Cerca de 189 genótipos de HPV são classificados de acordo com seu nicho biológico e potencial oncogênico. Destes, cerca de 40 podem afetar o trato urogenital.

Categoria de risco Tipos de HPV
Alto risco 16, 18, 31, 33, 35, 39, 45, 51, 52, 56, 58, 59, 68, 73, 82
Baixo risco 6, 11, 40, 42, 43, 44, 54, 61, 70, 72, 81, 83, 89
Risco incerto 26, 53, 66

Mulheres com câncer cervical invasivo têm maior probabilidade de serem diagnosticadas com tipos de HPV

16, 18, 33, 45, 31 and 58, mas o resultado clínico pode ser diferente.
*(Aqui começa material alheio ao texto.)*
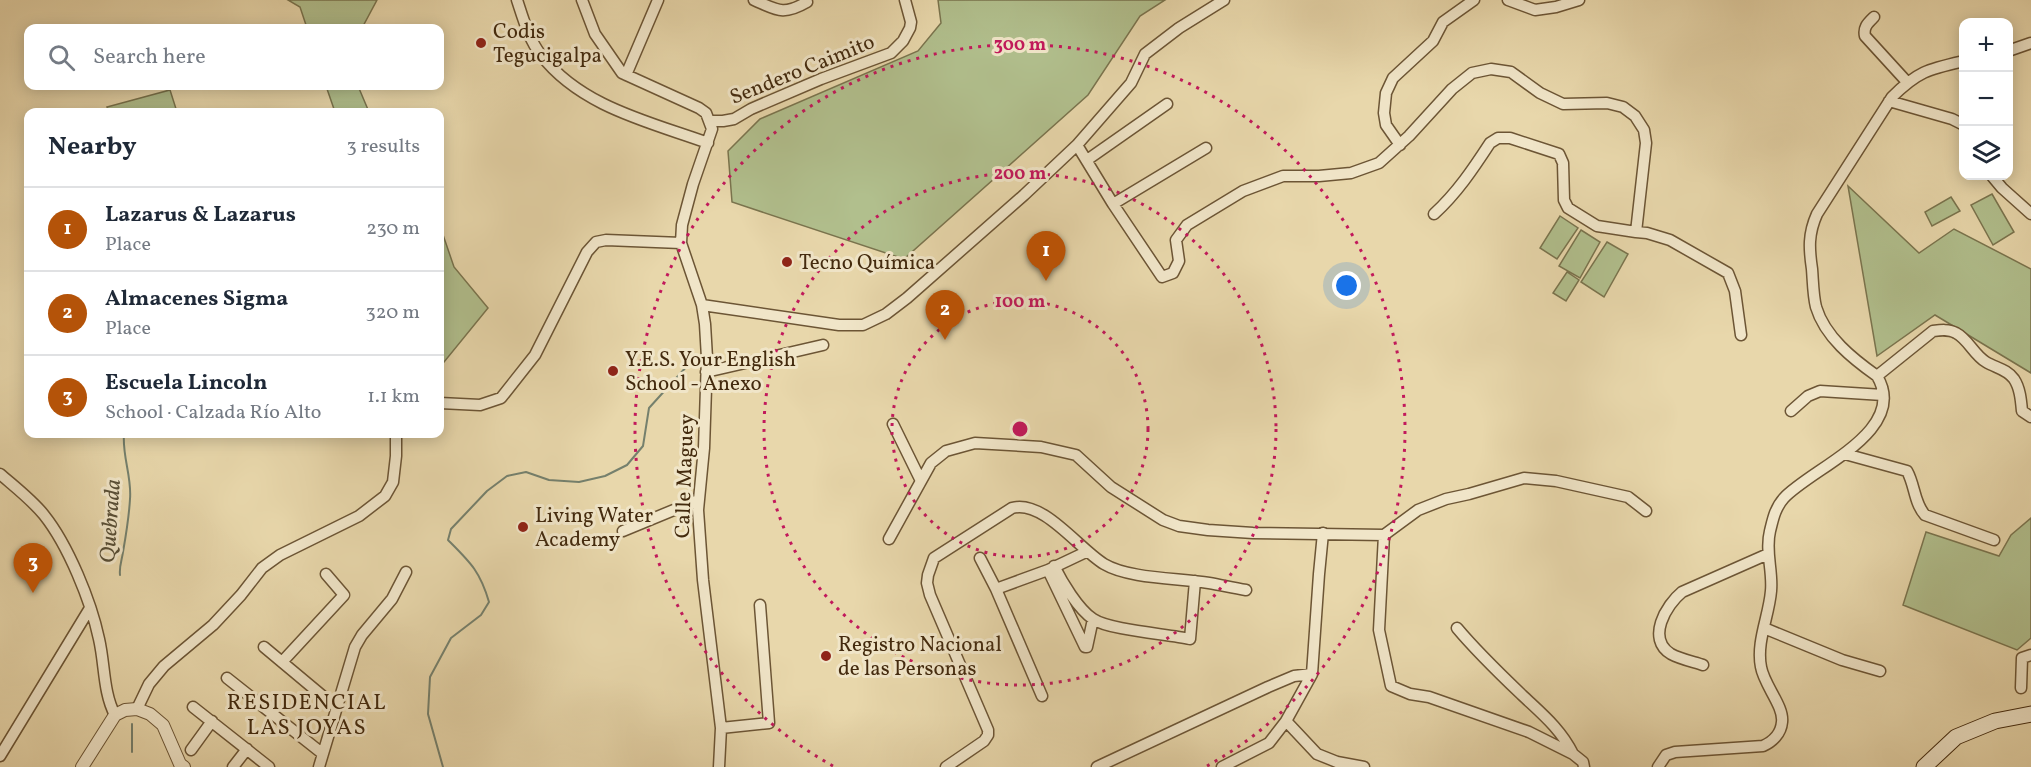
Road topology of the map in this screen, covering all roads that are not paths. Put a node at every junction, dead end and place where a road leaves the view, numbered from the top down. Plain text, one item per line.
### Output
1 (517, 0) edge
2 (582, 0) edge
3 (658, 0) edge
4 (754, 0) edge
5 (905, 0) edge
6 (1224, 0) edge
7 (1474, 0) edge
8 (1508, 0) edge
9 (1579, 0) edge
10 (807, 2) dead end
11 (1874, 17) dead end
12 (2031, 44) edge
13 (2013, 49) edge
14 (1959, 62) edge
15 (626, 75) junction
16 (1907, 82) junction
17 (1889, 101) junction
18 (1167, 104) dead end
19 (711, 121) junction
20 (1959, 122) edge
21 (708, 143) junction
22 (1077, 145) junction
23 (1400, 145) junction
24 (1206, 148) dead end
25 (1087, 160) junction
26 (1995, 180) edge
27 (1113, 204) junction
28 (1434, 214) dead end
29 (2031, 214) edge
30 (1636, 232) junction
31 (681, 243) junction
32 (702, 305) junction
33 (1741, 336) dead end
34 (823, 345) dead end
35 (706, 372) junction
36 (1877, 376) junction
37 (1883, 395) junction
38 (444, 403) edge
39 (1791, 411) dead end
40 (2031, 417) edge
41 (893, 424) dead end
42 (396, 438) edge
43 (1845, 454) junction
44 (0, 474) edge
45 (921, 481) junction
46 (698, 500) junction
47 (1646, 511) dead end
48 (623, 531) dead end
49 (1323, 534) junction
50 (1384, 535) junction
51 (889, 539) dead end
52 (1994, 540) dead end
53 (1086, 552) junction
54 (1768, 554) junction
55 (980, 558) dead end
56 (1051, 568) junction
57 (406, 572) dead end
58 (327, 574) dead end
59 (1195, 581) junction
60 (996, 589) junction
61 (1246, 590) dead end
62 (760, 605) dead end
63 (90, 608) junction
64 (1093, 619) junction
65 (1457, 628) dead end
66 (1764, 628) junction
67 (264, 647) dead end
68 (2031, 655) edge
69 (282, 662) junction
70 (1703, 665) dead end
71 (1880, 671) dead end
72 (1312, 674) junction
73 (227, 678) dead end
74 (2021, 688) dead end
75 (1042, 696) dead end
76 (193, 707) dead end
77 (337, 708) junction
78 (137, 709) junction
79 (2031, 714) edge
80 (115, 715) junction
81 (212, 721) junction
82 (1286, 721) junction
83 (721, 728) junction
84 (247, 749) junction
85 (323, 754) junction
86 (1573, 754) junction
87 (0, 756) edge
88 (185, 759) edge
89 (82, 767) edge
90 (233, 767) edge
91 (269, 767) edge
92 (319, 767) edge
93 (719, 767) edge
94 (946, 767) edge
95 (1097, 767) edge
96 (1222, 767) edge
97 (1364, 767) edge
98 (1584, 767) edge
99 (1658, 767) edge
100 (1924, 767) edge

1 - 21 street
2 - 15 street
3 - 15 street
4 - 10 street
5 - 19 street, Sendero Caimito
6 - 22 street
7 - 23 street
8 - 9 street
11 - 16 street
12 - 13 street
14 - 16 street
15 - 19 street
16 - 17 street
17 - 20 street
17 - 36 street
18 - 25 street
19 - 21 street, Calle Maguey
21 - 31 street, Calle Maguey
22 - 25 street
22 - 32 street
23 - 27 street
23 - 30 street
24 - 27 street
25 - 27 street
26 - 29 street
28 - 30 street
30 - 33 street
31 - 32 street, Calle Maguey
31 - 38 street
32 - 35 street, Calle Maguey
34 - 35 street
35 - 46 street, Calle Maguey
36 - 37 street
36 - 40 street
37 - 39 street
37 - 43 street
41 - 45 street
42 - 78 street
43 - 52 street
43 - 54 street
44 - 63 street
45 - 49 street
45 - 51 street
46 - 48 street
46 - 83 street, Calle Maguey
47 - 50 street
49 - 50 street
49 - 72 street
50 - 86 street
53 - 56 street
53 - 59 street
53 - 94 street
54 - 66 street
54 - 70 street
55 - 60 street
56 - 60 street
56 - 64 street
56 - 64 street
57 - 77 street
58 - 69 street
59 - 61 street
59 - 64 street
60 - 75 street
62 - 83 street
63 - 80 street
63 - 87 street
65 - 86 street
66 - 71 street
66 - 99 street
67 - 69 street
68 - 74 street
69 - 77 street
72 - 82 street
72 - 95 street
73 - 85 street
76 - 81 street
77 - 85 street
78 - 80 street
78 - 88 street
79 - 100 main road
80 - 89 street
81 - 84 street
81 - 88 street
82 - 96 street
82 - 97 street
83 - 93 street, Calle Maguey
84 - 90 street
84 - 91 street
85 - 92 street
86 - 98 street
Recentemente, a vacinação contra a infecção pelo HPV vem ganhando popularidade, mas, segundo especialistas, a vacinação não dispensa as consultas regulares ao médico. Há evidências de que o efeito enfraquece após 15-20 anos, além disso, vale a pena considerar o papel de outros genótipos inexplorados do vírus, sobre os quais não há efeito da vacina.

Métodos para diagnosticar infecção por HPV

Observe que o diagnóstico pode ser suspeitado pelo exame visual, durante o qual a localização das lesões e as manifestações clínicas da infecção pelo papilomavírus humano são determinadas.

Existem muitas maneiras de diagnosticar o HPV:

  • método citológico (teste PAP);
  • citologia líquida;
  • colposcopia estendida;
  • uretrocistoscopia;
  • PCR (reação em cadeia da polimerase, confirma a presença de DNA do papilomavírus humano);
  • determinação da carga viral (teste HPV-Digene); PCR em tempo real - métodos de detecção do número de cópias de DNA-vírus oncogênicos;
  • pesquisa morfológica;
  • marcadores tumorais com a determinação das oncoproteínas p16, ki67, mcm2, mcm7, etc.

Diagnóstico PCR de HPV

Os diagnósticos de PCR podem ser qualitativos e quantitativos (PCR em tempo real, teste de HPV-Digene).

Importante

Atualmente, o rastreamento do câncer do colo do útero e a detecção precoce da infecção são reconhecidas como as medidas mais eficazes para o controle do câncer do colo do útero.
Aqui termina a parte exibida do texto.